Well, I've been looking for my grandfather's watch that I've worn since I was 6. Now, 25 years later I don;t have the watch any longer and very faint memory of the hands and the beautiful script of teh word Победа on the dial. Today I've finally found teh picture of that exact watch. It has very unusual ands and pretty unusual script, I have not seen anything like that in my 3-4 years of searching on eBay and elsewhere.

If anyone has any leads to this watch, please let me know. I would love to have it in my collection, pretty much in any condition.


----------



## chris l (Aug 5, 2005)

I've many Pobedas, and that is the nicest that I've seen; a beauty!

I'm sure you know that 'Pobeda' means 'Victory' and a Pobeda model was made by numerous Russian makers in the '50's and again in 1995.

I can't help much, except to say that yours appears to be from the 2nd Moscow Watch Factory, 1958, which, I believe, would make it a Slava?

150329368856 and 390033352807 have similar markings; I wonder if their sellers might be able to help?

Hope you find one.


----------



## mike.s (Feb 17, 2009)

Chris, thanks for the info. I'll try to contact the sellers, but so far ad no luck. We'll see.

I was born and raised in Ukraine, so I know Pobeda's history a little, but am not sure when my grandfather bought this watch. It was definitely a Pobeda, not Slava. Slava was my second watch when this Pobeda gave up the ghost


----------



## Russ Cook (Feb 12, 2006)

Thats a beautiful Pobeda,Mike,with an uncommon dial.As Chris has already said 2nd M.W.F and a question of checking all the reputable sellers to see if one comes up.Good luck on your quest.

Regards,

Russ.


----------



## chris l (Aug 5, 2005)

mike.s said:


> Chris, thanks for the info. I'll try to contact the sellers, but so far ad no luck. We'll see.
> 
> I was born and raised in Ukraine, so I know Pobeda's history a little, but am not sure when my grandfather bought this watch. It was definitely a Pobeda, not Slava. Slava was my second watch when this Pobeda gave up the ghost


I believe that Pobeda is the model, and that, being made at the 2MWF, this Pobeda was made by Slava..

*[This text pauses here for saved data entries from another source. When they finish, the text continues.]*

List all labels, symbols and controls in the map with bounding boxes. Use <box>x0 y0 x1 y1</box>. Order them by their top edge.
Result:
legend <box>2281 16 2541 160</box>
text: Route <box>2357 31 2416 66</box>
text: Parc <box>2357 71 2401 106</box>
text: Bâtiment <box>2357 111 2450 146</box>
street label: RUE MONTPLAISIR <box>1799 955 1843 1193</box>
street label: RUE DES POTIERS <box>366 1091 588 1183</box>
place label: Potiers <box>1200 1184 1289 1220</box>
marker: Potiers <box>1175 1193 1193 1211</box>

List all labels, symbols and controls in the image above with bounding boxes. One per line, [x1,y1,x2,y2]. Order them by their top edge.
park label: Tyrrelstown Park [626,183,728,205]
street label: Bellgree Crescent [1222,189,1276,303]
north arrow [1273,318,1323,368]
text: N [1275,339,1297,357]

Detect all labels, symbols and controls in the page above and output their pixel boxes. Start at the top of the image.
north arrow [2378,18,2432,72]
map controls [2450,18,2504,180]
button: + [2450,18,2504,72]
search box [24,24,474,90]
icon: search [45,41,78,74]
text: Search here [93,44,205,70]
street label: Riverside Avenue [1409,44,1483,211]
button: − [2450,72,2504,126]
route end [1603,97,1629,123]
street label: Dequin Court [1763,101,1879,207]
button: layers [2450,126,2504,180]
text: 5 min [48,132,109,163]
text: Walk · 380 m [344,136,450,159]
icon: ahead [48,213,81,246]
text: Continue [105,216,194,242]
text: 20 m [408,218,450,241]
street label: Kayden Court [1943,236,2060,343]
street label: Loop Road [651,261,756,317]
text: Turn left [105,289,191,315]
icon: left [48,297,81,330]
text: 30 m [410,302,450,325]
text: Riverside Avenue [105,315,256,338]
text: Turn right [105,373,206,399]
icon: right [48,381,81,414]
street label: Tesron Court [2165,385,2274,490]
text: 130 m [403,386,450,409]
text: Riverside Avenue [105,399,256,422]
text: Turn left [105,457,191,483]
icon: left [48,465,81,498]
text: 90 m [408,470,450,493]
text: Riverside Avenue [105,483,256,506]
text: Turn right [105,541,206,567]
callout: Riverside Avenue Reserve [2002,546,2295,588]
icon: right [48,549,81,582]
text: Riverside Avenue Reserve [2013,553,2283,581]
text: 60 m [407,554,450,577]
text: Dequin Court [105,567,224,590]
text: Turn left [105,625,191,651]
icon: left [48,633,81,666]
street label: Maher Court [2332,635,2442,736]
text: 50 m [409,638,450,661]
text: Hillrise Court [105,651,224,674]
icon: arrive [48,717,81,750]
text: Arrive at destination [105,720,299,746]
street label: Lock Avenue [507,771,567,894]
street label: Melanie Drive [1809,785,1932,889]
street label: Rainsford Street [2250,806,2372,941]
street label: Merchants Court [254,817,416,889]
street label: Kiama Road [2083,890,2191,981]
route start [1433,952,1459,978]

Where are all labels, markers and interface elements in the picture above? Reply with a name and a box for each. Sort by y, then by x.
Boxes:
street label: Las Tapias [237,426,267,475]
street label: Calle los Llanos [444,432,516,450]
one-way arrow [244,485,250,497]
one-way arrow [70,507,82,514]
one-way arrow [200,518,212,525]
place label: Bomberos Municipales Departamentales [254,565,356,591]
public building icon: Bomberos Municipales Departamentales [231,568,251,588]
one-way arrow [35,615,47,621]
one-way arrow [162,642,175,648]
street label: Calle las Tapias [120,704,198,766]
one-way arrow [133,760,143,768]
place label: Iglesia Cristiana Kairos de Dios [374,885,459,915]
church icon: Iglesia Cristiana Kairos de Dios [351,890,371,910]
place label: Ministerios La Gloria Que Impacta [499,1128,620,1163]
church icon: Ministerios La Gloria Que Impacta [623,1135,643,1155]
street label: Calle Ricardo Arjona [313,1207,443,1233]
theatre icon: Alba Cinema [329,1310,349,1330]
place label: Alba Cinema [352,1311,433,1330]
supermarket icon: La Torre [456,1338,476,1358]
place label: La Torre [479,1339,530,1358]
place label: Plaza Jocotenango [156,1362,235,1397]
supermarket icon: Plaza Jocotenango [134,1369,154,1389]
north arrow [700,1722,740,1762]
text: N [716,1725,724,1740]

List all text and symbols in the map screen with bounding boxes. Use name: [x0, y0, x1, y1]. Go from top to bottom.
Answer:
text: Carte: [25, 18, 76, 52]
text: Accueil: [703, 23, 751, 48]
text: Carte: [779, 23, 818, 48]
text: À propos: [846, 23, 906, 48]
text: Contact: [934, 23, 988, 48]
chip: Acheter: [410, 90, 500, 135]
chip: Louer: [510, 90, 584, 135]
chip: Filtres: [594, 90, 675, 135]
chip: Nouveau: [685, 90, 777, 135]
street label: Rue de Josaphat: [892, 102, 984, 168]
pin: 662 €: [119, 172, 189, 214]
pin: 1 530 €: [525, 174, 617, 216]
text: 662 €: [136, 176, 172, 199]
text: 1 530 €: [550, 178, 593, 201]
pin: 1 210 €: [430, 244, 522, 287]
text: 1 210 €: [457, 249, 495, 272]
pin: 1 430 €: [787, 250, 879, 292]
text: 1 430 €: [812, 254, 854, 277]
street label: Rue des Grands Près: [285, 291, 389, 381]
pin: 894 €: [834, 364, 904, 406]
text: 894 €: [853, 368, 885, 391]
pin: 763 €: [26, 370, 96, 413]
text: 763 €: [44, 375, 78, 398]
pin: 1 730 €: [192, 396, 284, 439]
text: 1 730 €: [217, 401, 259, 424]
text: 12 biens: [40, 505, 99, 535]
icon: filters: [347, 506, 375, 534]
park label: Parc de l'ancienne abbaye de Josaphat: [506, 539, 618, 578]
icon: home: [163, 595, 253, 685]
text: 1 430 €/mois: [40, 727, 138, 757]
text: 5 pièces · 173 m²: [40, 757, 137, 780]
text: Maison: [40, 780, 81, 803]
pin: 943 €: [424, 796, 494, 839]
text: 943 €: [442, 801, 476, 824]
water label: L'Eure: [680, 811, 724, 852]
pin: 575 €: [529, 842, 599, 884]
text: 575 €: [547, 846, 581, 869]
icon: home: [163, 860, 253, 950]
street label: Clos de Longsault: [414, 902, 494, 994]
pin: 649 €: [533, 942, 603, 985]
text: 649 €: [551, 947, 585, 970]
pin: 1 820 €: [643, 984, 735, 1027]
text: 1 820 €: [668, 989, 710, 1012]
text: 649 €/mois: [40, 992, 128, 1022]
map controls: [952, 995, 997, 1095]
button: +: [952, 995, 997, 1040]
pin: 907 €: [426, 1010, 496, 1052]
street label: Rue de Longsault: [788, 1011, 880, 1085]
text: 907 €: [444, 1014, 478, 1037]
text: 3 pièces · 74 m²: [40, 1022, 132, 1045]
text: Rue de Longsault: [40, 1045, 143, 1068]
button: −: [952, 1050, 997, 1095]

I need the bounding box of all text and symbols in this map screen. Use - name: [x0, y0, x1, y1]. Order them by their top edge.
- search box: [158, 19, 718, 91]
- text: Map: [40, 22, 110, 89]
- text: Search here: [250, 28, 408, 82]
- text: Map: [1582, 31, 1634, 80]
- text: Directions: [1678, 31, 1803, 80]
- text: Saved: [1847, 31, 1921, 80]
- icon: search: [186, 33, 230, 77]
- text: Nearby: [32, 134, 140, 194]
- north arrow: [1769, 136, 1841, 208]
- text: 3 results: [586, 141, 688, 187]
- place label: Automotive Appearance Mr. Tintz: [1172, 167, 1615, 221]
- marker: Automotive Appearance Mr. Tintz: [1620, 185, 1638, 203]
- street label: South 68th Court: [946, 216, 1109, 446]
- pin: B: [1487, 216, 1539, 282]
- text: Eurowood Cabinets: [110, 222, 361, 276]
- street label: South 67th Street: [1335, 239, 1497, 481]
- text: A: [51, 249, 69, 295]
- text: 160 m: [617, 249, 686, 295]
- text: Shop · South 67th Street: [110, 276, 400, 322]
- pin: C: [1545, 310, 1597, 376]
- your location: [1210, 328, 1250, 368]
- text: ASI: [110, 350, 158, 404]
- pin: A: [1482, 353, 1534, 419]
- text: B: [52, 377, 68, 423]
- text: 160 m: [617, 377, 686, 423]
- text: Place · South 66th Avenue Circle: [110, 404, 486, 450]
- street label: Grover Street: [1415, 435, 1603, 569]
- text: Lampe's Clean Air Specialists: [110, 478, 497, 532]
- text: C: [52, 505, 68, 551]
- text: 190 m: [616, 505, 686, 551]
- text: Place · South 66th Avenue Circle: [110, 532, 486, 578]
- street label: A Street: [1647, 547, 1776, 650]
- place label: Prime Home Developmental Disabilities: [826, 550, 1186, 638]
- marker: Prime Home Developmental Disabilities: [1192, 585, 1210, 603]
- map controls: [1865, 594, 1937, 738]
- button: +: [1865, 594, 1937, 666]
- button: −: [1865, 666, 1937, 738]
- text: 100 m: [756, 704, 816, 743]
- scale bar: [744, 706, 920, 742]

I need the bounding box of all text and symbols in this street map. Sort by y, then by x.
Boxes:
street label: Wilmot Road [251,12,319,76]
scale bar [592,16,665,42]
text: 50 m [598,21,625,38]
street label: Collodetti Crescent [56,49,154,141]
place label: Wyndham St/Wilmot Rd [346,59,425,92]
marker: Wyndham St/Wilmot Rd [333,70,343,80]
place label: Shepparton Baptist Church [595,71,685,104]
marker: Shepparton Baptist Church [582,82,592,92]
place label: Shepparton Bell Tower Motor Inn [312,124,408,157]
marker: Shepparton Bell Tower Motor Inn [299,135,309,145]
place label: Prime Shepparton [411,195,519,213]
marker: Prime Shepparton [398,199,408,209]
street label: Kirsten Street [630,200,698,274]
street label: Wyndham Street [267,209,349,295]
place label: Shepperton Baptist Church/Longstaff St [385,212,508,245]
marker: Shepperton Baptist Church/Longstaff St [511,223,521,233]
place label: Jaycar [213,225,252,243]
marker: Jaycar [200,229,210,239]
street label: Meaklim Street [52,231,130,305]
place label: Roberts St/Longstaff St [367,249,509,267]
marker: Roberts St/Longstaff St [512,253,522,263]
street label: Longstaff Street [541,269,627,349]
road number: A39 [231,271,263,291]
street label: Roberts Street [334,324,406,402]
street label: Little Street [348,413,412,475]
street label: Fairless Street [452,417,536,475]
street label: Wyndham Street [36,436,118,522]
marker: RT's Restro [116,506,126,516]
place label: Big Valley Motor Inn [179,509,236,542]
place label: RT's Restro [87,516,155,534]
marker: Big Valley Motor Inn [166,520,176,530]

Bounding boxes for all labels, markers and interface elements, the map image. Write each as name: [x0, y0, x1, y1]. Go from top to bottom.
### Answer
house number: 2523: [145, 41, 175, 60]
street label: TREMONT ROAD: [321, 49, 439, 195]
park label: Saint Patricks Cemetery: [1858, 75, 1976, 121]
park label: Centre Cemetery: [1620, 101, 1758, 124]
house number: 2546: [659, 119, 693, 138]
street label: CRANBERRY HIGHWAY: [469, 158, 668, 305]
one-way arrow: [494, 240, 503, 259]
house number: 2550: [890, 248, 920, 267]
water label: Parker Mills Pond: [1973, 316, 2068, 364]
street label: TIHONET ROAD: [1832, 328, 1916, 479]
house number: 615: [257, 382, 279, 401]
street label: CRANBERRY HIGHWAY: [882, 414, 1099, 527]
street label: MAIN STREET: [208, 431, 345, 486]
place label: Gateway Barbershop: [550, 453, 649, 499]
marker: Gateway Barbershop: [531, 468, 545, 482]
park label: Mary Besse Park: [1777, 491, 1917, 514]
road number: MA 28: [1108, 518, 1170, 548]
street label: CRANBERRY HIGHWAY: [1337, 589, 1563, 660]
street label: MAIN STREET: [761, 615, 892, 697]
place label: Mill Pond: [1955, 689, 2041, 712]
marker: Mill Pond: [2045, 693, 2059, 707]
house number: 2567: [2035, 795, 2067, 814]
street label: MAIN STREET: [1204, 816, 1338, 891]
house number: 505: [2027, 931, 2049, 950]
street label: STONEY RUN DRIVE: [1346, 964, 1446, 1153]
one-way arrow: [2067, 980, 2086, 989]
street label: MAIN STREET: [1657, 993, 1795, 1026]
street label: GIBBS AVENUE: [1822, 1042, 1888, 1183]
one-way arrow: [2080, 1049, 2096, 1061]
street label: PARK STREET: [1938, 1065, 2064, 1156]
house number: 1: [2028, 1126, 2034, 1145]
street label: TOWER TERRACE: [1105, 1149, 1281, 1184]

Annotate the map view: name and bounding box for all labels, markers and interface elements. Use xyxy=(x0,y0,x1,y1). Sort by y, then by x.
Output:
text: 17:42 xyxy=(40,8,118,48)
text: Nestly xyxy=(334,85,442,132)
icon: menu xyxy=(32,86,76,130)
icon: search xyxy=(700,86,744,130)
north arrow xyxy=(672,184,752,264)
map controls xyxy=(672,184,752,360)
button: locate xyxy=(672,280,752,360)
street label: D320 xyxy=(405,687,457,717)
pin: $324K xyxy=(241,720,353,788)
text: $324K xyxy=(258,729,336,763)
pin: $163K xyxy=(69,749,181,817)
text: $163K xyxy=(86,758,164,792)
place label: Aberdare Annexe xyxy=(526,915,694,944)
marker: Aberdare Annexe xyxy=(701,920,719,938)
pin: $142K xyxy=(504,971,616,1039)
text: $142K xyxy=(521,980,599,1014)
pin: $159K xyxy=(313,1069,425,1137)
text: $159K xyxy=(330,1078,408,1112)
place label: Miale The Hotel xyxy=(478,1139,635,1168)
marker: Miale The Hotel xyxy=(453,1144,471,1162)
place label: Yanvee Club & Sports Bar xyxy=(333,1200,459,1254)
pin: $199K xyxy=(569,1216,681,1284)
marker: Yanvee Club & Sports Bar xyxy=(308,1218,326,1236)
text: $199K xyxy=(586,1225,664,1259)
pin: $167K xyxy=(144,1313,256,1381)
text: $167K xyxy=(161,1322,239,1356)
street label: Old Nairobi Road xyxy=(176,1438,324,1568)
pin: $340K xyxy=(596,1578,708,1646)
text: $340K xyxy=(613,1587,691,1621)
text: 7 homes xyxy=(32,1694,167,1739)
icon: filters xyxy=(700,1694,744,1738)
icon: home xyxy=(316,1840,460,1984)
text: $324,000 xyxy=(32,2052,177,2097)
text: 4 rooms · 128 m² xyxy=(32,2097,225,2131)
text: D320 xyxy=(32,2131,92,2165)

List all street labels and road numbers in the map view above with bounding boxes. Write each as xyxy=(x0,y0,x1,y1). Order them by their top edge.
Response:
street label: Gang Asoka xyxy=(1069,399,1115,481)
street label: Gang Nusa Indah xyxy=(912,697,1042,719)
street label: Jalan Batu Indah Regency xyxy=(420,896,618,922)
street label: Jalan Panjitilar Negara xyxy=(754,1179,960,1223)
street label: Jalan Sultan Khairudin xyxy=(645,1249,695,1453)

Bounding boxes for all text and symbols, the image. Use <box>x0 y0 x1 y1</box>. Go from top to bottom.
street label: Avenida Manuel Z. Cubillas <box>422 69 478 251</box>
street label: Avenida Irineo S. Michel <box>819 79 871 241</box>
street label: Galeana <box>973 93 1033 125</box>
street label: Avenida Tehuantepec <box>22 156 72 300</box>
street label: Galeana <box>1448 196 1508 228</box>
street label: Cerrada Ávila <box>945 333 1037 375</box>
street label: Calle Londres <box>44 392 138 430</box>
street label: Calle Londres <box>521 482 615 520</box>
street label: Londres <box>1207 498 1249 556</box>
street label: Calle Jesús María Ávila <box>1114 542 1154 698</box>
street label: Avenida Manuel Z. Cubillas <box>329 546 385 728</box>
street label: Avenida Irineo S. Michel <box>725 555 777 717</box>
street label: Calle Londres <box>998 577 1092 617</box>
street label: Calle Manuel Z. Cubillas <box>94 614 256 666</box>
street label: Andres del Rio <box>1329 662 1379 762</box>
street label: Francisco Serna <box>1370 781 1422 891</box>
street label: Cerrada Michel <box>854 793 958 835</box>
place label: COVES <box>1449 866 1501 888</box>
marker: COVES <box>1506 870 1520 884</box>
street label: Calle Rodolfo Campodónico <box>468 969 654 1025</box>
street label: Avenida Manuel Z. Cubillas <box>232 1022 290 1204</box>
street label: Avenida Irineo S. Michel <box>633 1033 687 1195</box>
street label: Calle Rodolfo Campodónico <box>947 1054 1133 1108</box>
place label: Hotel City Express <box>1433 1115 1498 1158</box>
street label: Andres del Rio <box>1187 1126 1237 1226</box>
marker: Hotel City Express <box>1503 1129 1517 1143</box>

Zim made Pobedas, as did Vostok and the !MWF, (Poljot), so there are quite a few to choose from!


----------



## inskip75 (Jan 10, 2009)

That's one of the nicest russians I've seen.


----------



## foztex (Nov 6, 2005)

That is lovely,

Good luck on your quest Mike, the font for the numbers is cracking, the 4 in particular.

Andy


----------



## dn74 (Mar 23, 2009)

Mike.s I have the same watch in good condition, not in beautiful. If you are looking this watch please contact me.

Regards,

Dmitriy


----------